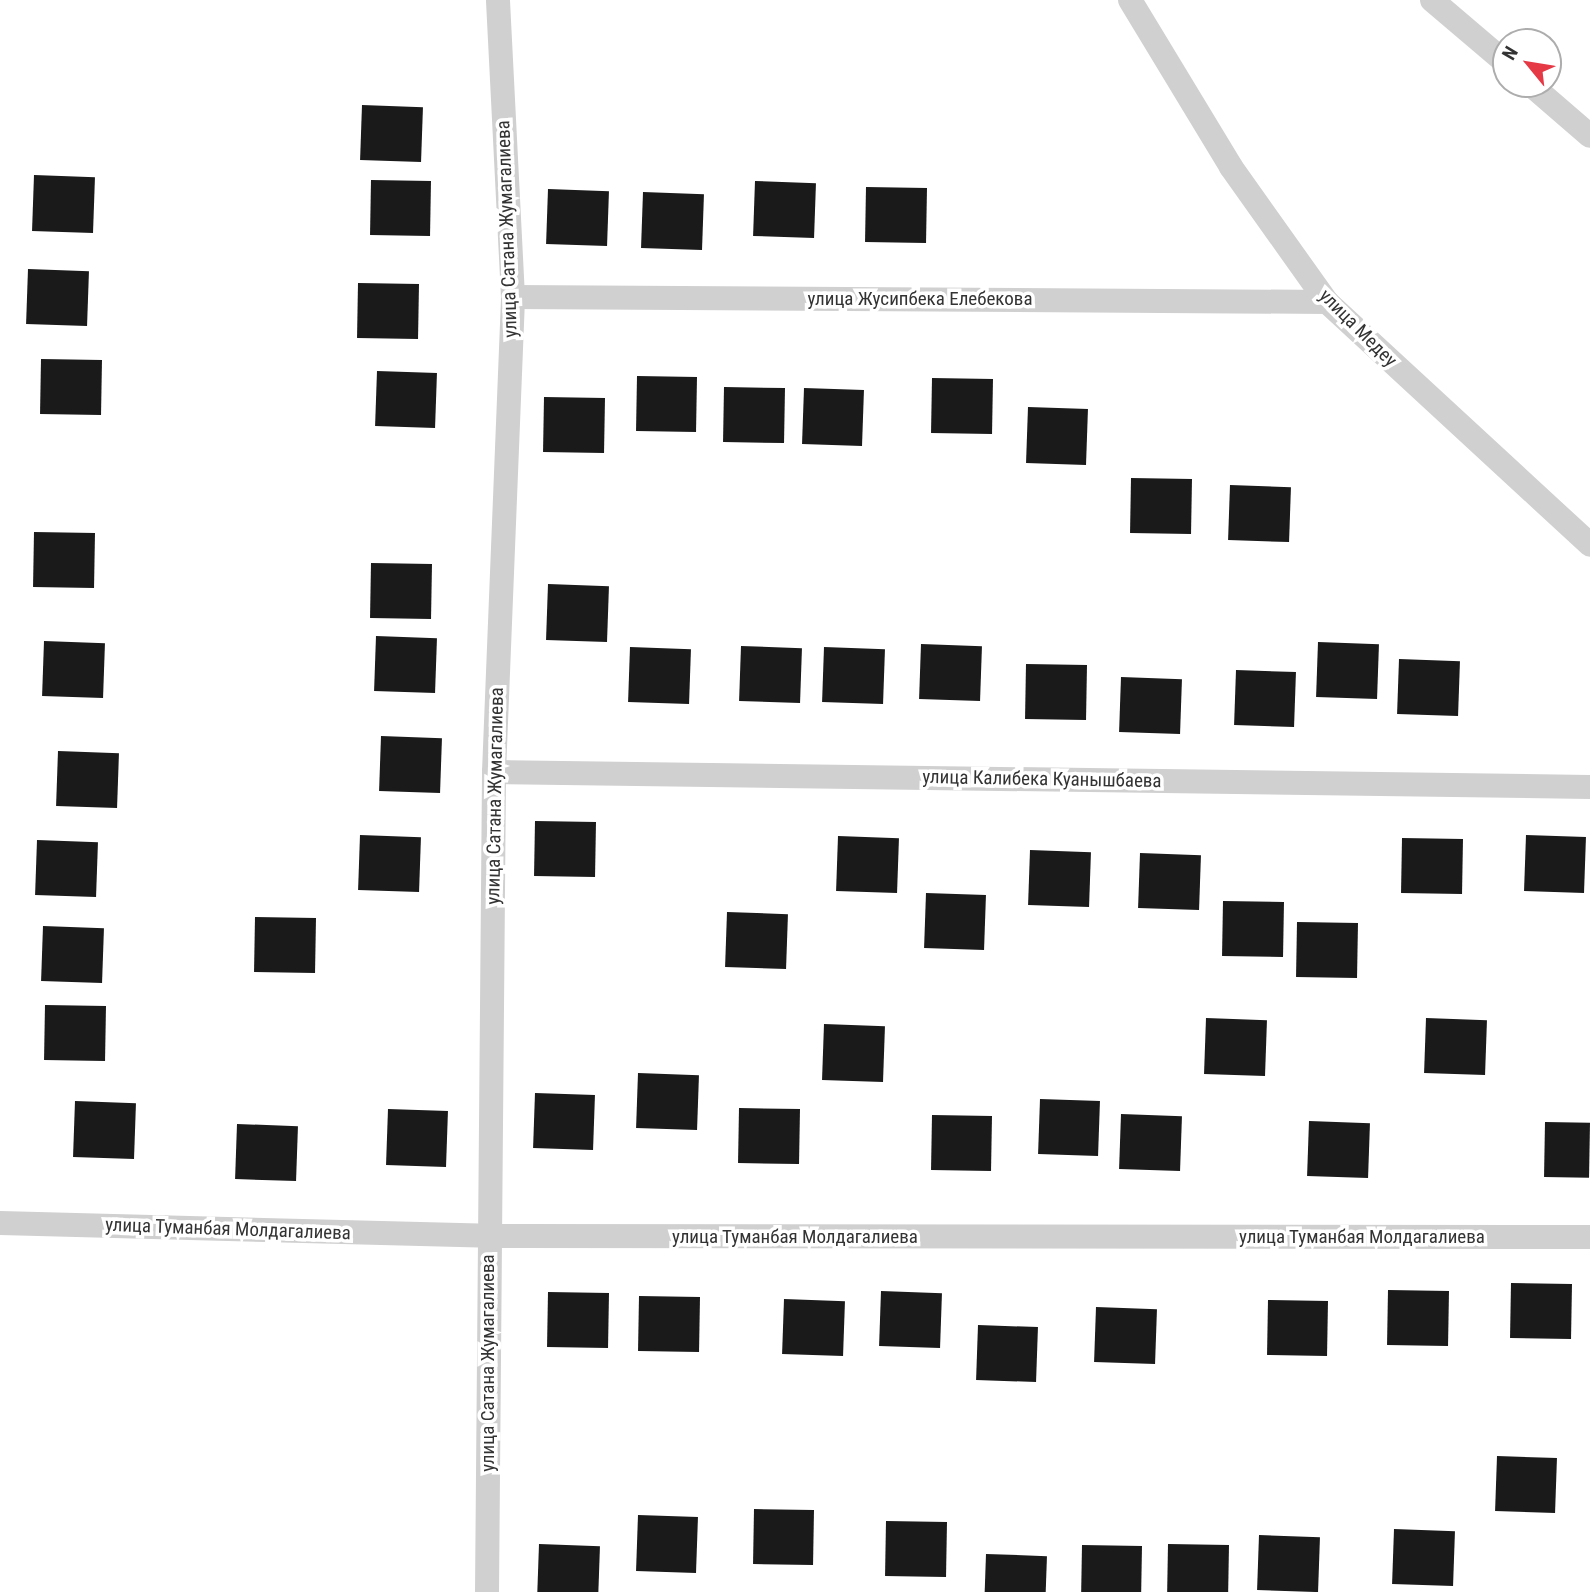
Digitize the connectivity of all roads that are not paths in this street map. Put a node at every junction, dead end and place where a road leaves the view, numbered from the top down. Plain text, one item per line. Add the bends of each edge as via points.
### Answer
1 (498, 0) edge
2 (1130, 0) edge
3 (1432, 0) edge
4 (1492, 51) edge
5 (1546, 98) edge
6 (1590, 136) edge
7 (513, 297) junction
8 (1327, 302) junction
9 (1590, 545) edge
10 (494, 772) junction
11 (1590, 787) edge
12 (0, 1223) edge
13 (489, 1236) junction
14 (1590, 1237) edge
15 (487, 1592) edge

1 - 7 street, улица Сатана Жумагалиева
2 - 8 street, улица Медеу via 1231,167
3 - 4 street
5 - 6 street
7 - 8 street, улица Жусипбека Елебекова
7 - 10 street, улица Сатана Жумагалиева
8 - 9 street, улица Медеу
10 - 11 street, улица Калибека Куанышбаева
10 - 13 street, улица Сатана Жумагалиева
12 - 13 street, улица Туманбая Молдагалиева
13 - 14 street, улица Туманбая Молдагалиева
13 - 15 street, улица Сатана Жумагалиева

— WHAT THE TASK ASKS —
What is needed is an exact copy of all the records, minus any pictures.

— WRITTEN ANSWER —
Digitize the connectivity of all roads that are not paths in this street map. Put a node at every junction, dead end and place where a road leaves the view, numbered from the top down. Plain text, one item per line. Add the bends of each edge as via points.
### Answer
1 (498, 0) edge
2 (1130, 0) edge
3 (1432, 0) edge
4 (1492, 51) edge
5 (1546, 98) edge
6 (1590, 136) edge
7 (513, 297) junction
8 (1327, 302) junction
9 (1590, 545) edge
10 (494, 772) junction
11 (1590, 787) edge
12 (0, 1223) edge
13 (489, 1236) junction
14 (1590, 1237) edge
15 (487, 1592) edge

1 - 7 street, улица Сатана Жумагалиева
2 - 8 street, улица Медеу via 1231,167
3 - 4 street
5 - 6 street
7 - 8 street, улица Жусипбека Елебекова
7 - 10 street, улица Сатана Жумагалиева
8 - 9 street, улица Медеу
10 - 11 street, улица Калибека Куанышбаева
10 - 13 street, улица Сатана Жумагалиева
12 - 13 street, улица Туманбая Молдагалиева
13 - 14 street, улица Туманбая Молдагалиева
13 - 15 street, улица Сатана Жумагалиева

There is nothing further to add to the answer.